4年前にカリフォルニアで試作車段階のモデルに試乗したときには、かなり荒々しい感じの動力性能を持っていて、トヨタと日産では同じシステムを使ってもこれほど違う味になるのかと思ったが、今回試乗した市販車はそれに比べるとおとなしめの印象だった。
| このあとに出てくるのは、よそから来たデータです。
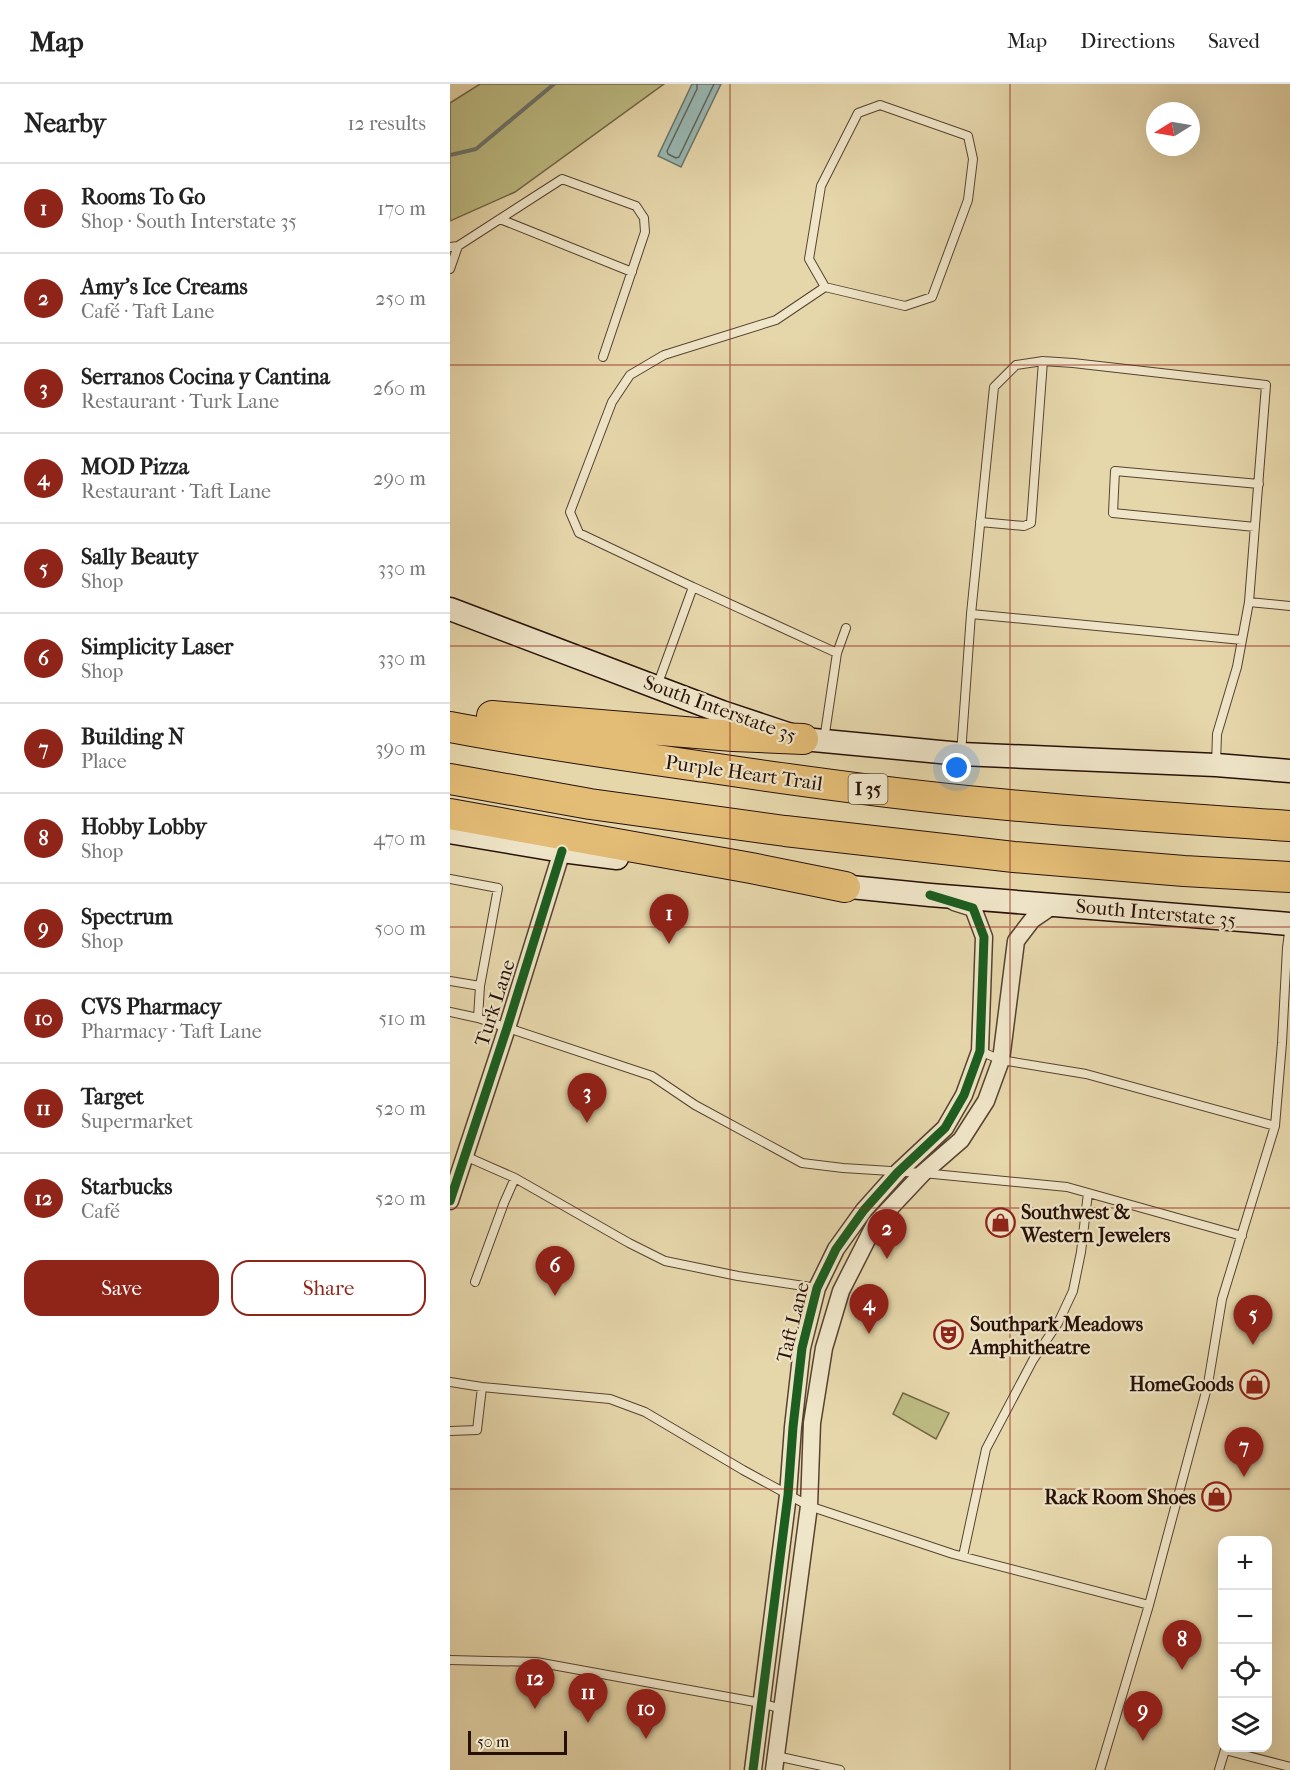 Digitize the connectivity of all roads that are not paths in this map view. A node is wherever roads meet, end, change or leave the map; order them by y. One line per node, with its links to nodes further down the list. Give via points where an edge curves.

静かでスムーズな走りはいかにもハイブリッド車らしいもので、走りの滑らかさは上々のレベル。アメリカ2006年秋に発売されており、カムリやアコードと販売を競っているモデルだ。
アルティマ・クーペ
クーペタイプのパーソナルカーが大きなマーケット持つアメリカやその他の海外市場向けに販売されているのがアルティマ・クーペ。日本ではクーペタイプのクルマの市場がほとんど消滅してしまったのでこのクルマも輸入される見込みはないが、乗ってみるとなかなか楽しいFFベースのクーペだった。
搭載エンジンはV型6気筒の3.5Lで、6速MT仕様とエクストロニックCVT仕様が用意されていたので、その両方に試乗してみた。郊外の空いた道路を走るには絶好のモデルともいえるのがアルティマ・クーペで、FF車らしい軽快感のある走りが可能。
アメリカではトヨタのソラーラなどと競合するモデルだが、アルティマ・クーペはエンジンの排気量と動力性能で上回っているため高い人気を集めているという。CVTで乗るのも良いが、6速MTで走らせるのも楽しいクルマだった。